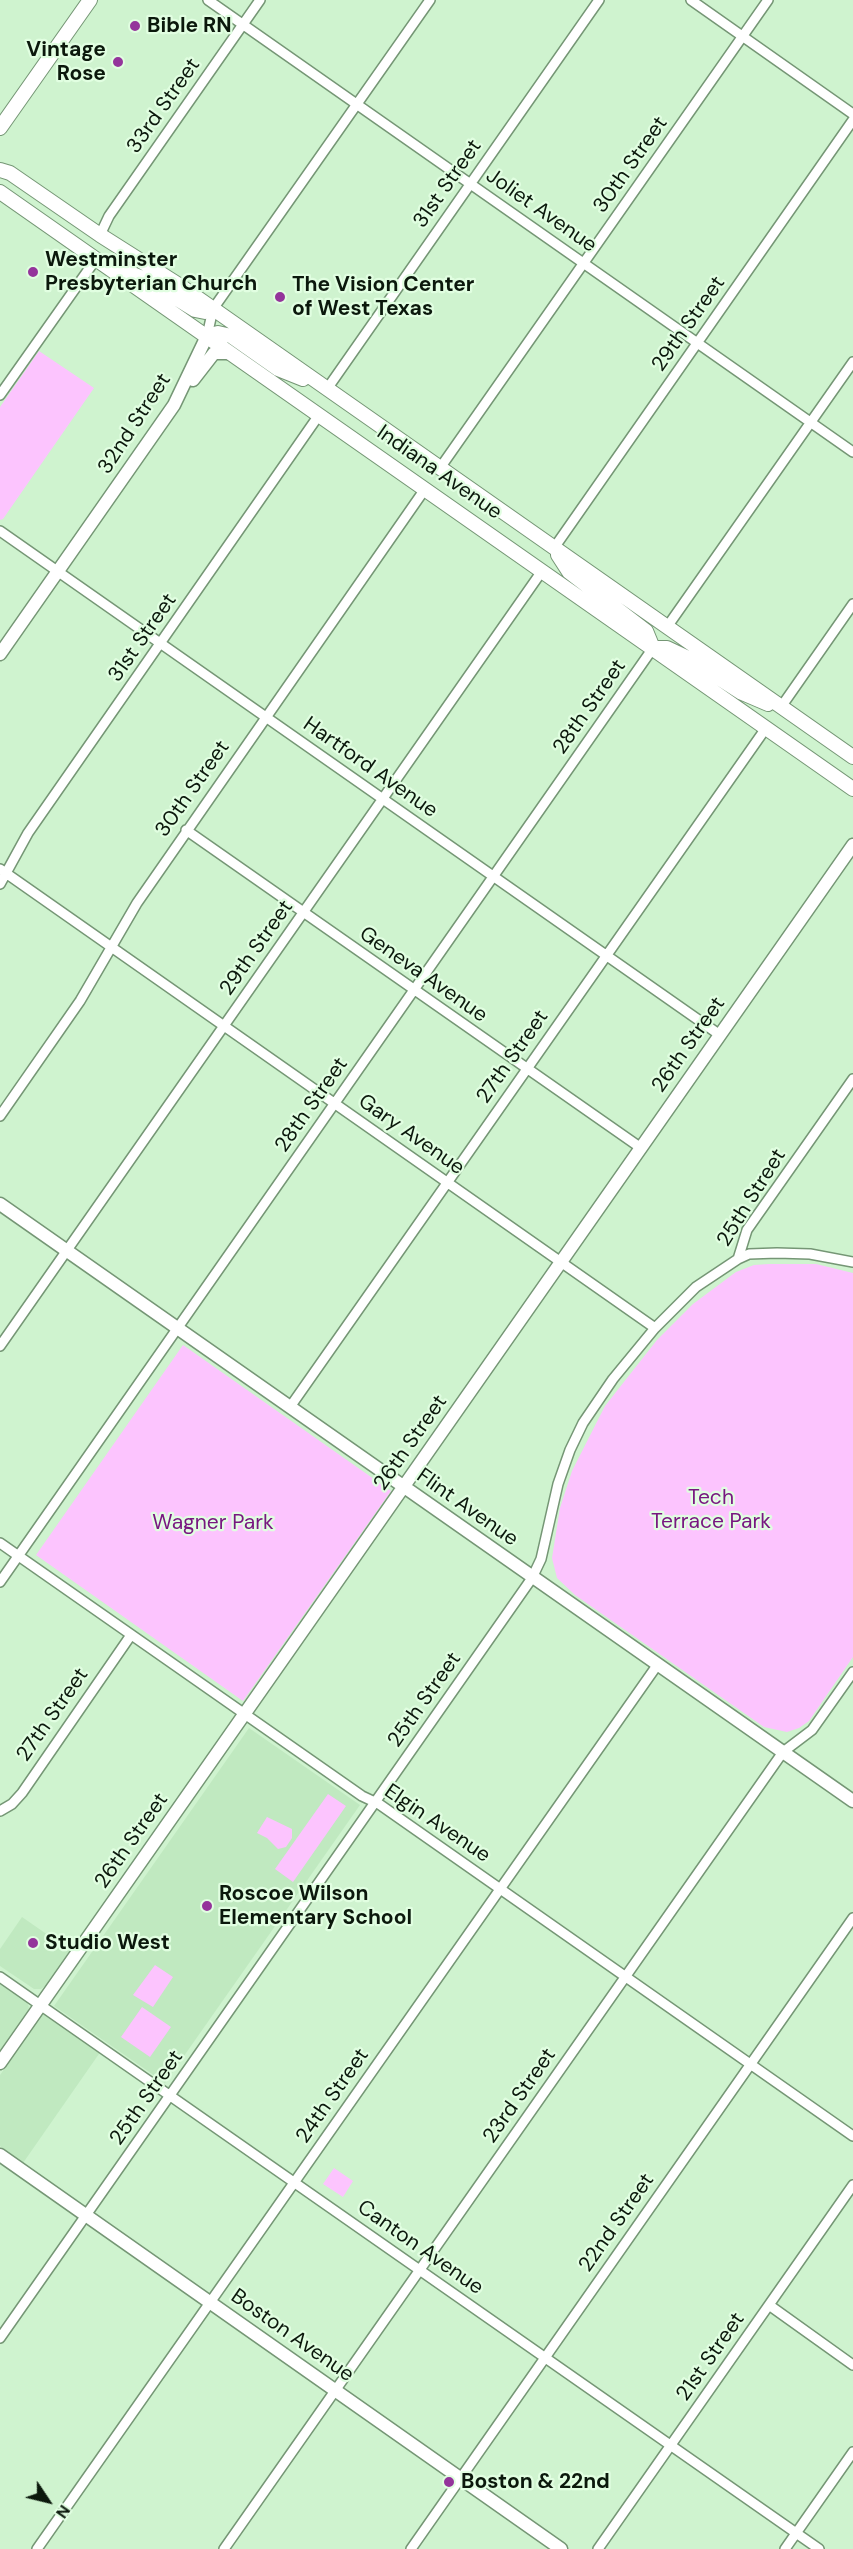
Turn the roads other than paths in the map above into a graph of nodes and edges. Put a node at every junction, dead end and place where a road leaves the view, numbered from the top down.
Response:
1 (90, 0) edge
2 (208, 0) edge
3 (260, 0) edge
4 (430, 0) edge
5 (599, 0) edge
6 (691, 0) edge
7 (768, 0) edge
8 (243, 24) junction
9 (742, 37) junction
10 (357, 104) junction
11 (853, 114) edge
12 (853, 120) edge
13 (0, 128) edge
14 (0, 170) edge
15 (470, 184) junction
16 (0, 192) edge
17 (100, 235) junction
18 (96, 259) junction
19 (584, 263) junction
20 (213, 309) junction
21 (207, 336) junction
22 (698, 343) junction
23 (231, 353) junction
24 (853, 362) edge
25 (327, 389) junction
26 (0, 395) edge
27 (174, 405) junction
28 (319, 415) junction
29 (811, 422) junction
30 (853, 452) edge
31 (440, 468) junction
32 (425, 489) junction
33 (0, 531) edge
34 (554, 548) junction
35 (542, 571) junction
36 (58, 572) junction
37 (853, 604) edge
38 (668, 627) junction
39 (160, 644) junction
40 (653, 648) junction
41 (0, 654) edge
42 (781, 707) junction
43 (266, 717) junction
44 (766, 728) junction
45 (853, 757) edge
46 (853, 789) edge
47 (383, 799) junction
48 (186, 830) junction
49 (853, 845) edge
50 (3, 871) edge
51 (493, 876) junction
52 (0, 884) edge
53 (303, 913) junction
54 (111, 948) junction
55 (606, 956) junction
56 (414, 990) junction
57 (224, 1026) junction
58 (720, 1035) junction
59 (527, 1069) junction
60 (853, 1079) edge
61 (334, 1104) junction
62 (0, 1116) edge
63 (640, 1148) junction
64 (447, 1183) junction
65 (0, 1204) edge
66 (66, 1251) junction
67 (738, 1259) junction
68 (561, 1262) junction
69 (853, 1262) edge
70 (655, 1328) junction
71 (177, 1329) junction
72 (0, 1346) edge
73 (290, 1407) junction
74 (403, 1487) junction
75 (0, 1543) edge
76 (19, 1556) junction
77 (532, 1578) junction
78 (0, 1582) edge
79 (131, 1635) junction
80 (658, 1664) junction
81 (853, 1672) edge
82 (244, 1715) junction
83 (783, 1752) junction
84 (853, 1801) edge
85 (375, 1803) junction
86 (0, 1811) edge
87 (500, 1888) junction
88 (853, 1918) edge
89 (0, 1977) edge
90 (625, 1977) junction
91 (41, 2006) junction
92 (0, 2063) edge
93 (751, 2064) junction
94 (170, 2096) junction
95 (853, 2136) edge
96 (0, 2155) edge
97 (294, 2182) junction
98 (853, 2185) edge
99 (86, 2216) junction
100 (420, 2270) junction
101 (210, 2302) junction
102 (769, 2305) junction
103 (0, 2338) edge
104 (545, 2358) junction
105 (853, 2365) edge
106 (335, 2391) junction
107 (671, 2446) junction
108 (853, 2452) edge
109 (461, 2478) junction
110 (796, 2533) junction
111 (37, 2549) edge
112 (224, 2549) edge
113 (411, 2549) edge
114 (561, 2549) edge
115 (598, 2549) edge
116 (785, 2549) edge
117 (819, 2549) edge

1 - 13 main road
2 - 8 street, Joliet Avenue
3 - 8 street, 33rd Street
4 - 10 street, 32nd Street
5 - 15 street, 31st Street
6 - 9 street
7 - 9 street, 30th Street
8 - 10 street, Joliet Avenue
8 - 17 street, 33rd Street
9 - 11 street
9 - 19 street, 30th Street
10 - 15 street, Joliet Avenue
10 - 20 street, 32nd Street
12 - 22 street, 29th Street
14 - 17 main road, Indiana Avenue
15 - 19 street, Joliet Avenue
15 - 25 street, 31st Street
16 - 18 main road, Indiana Avenue
17 - 20 main road, Indiana Avenue
18 - 20 main road
18 - 21 main road, Indiana Avenue
18 - 26 street
19 - 22 street, Joliet Avenue
19 - 31 street, 30th Street
20 - 21 street, 32nd Street
20 - 25 main road, Indiana Avenue
21 - 23 main road, Indiana Avenue
21 - 25 main road
21 - 27 street, 32nd Street
22 - 29 street, Joliet Avenue
22 - 34 street, 29th Street
23 - 27 street
23 - 28 main road, Indiana Avenue
24 - 29 street
25 - 31 main road, Indiana Avenue
27 - 36 street, 32nd Street
28 - 32 main road, Indiana Avenue
28 - 39 street, 31st Street
29 - 30 street, Joliet Avenue
29 - 38 street
31 - 34 main road, Indiana Avenue
32 - 35 main road, Indiana Avenue
32 - 43 street, 30th Street
33 - 36 street, Hartford Avenue
34 - 38 main road, Indiana Avenue
34 - 40 main road
35 - 40 main road, Indiana Avenue
35 - 47 street, 29th Street
36 - 39 street, Hartford Avenue
36 - 41 street, 32nd Street
37 - 42 street
38 - 42 main road, Indiana Avenue
39 - 43 street, Hartford Avenue
39 - 50 street, 31st Street
40 - 42 main road
40 - 44 main road, Indiana Avenue
40 - 51 street, 28th Street
42 - 45 main road, Indiana Avenue
43 - 47 street, Hartford Avenue
43 - 48 street, 30th Street
44 - 46 main road, Indiana Avenue
44 - 55 street, 27th Street
47 - 51 street, Hartford Avenue
47 - 53 street, 29th Street
48 - 53 street, Geneva Avenue
48 - 54 street, 30th Street
49 - 58 street, 26th Street
50 - 52 street, 31st Street
50 - 54 street, Gary Avenue
51 - 55 street, Hartford Avenue
51 - 56 street, 28th Street
53 - 56 street, Geneva Avenue
53 - 57 street, 29th Street
54 - 57 street, Gary Avenue
54 - 62 street, 30th Street
55 - 58 street, Hartford Avenue
55 - 59 street, 27th Street
56 - 59 street, Geneva Avenue
56 - 61 street, 28th Street
57 - 61 street, Gary Avenue
57 - 66 street, 29th Street
58 - 63 street, 26th Street
59 - 63 street, Geneva Avenue
59 - 64 street, 27th Street
60 - 67 street, 25th Street
61 - 64 street, Gary Avenue
61 - 71 street, 28th Street
63 - 68 street, 26th Street
64 - 68 street, Gary Avenue
64 - 73 street, 27th Street
65 - 66 street, Flint Avenue
66 - 71 street, Flint Avenue
66 - 72 street, 29th Street
67 - 69 street
67 - 70 street, 25th Street
68 - 70 street, Gary Avenue
68 - 74 street, 26th Street
70 - 77 street, 25th Street
71 - 73 street, Flint Avenue
71 - 76 street, 28th Street
73 - 74 street, Flint Avenue
74 - 77 street, Flint Avenue
74 - 82 street, 26th Street
75 - 76 street, Elgin Avenue
76 - 78 street, 28th Street
76 - 79 street, Elgin Avenue
77 - 80 street, Flint Avenue
77 - 85 street, 25th Street
79 - 82 street, Elgin Avenue
79 - 86 street, 27th Street
80 - 83 street, Flint Avenue
80 - 87 street, 24th Street
81 - 83 street, 23rd Street
82 - 85 street, Elgin Avenue
82 - 91 street, 26th Street
83 - 84 street, Flint Avenue
83 - 90 street, 23rd Street
85 - 87 street, Elgin Avenue
85 - 94 street, 25th Street
87 - 90 street, Elgin Avenue
87 - 97 street, 24th Street
88 - 93 street, 22nd Street
89 - 91 street, Canton Avenue
90 - 93 street, Elgin Avenue
90 - 100 street, 23rd Street
91 - 92 street, 26th Street
91 - 94 street, Canton Avenue
93 - 95 street, Elgin Avenue
93 - 104 street, 22nd Street
94 - 97 street, Canton Avenue
94 - 99 street, 25th Street
96 - 99 street, Boston Avenue
97 - 100 street, Canton Avenue
97 - 101 street, 24th Street
98 - 102 street, 21st Street
99 - 101 street, Boston Avenue
99 - 103 street, 25th Street
100 - 104 street, Canton Avenue
100 - 106 street, 23rd Street
101 - 106 street, Boston Avenue
101 - 111 street, 24th Street
102 - 105 street
102 - 107 street, 21st Street
104 - 107 street, Canton Avenue
104 - 109 street, 22nd Street
106 - 109 street, Boston Avenue
106 - 112 street, 23rd Street
107 - 110 street, Canton Avenue
107 - 115 street, 21st Street
108 - 110 street
109 - 113 street, 22nd Street
109 - 114 street, Boston Avenue
110 - 116 street
110 - 117 street, Canton Avenue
····················
**TASK TO COMPLETE**: Count up the lines in the listing that hold the word "Boston", and give that number only.

**RESPONSE TO THE EXERCISE**: 5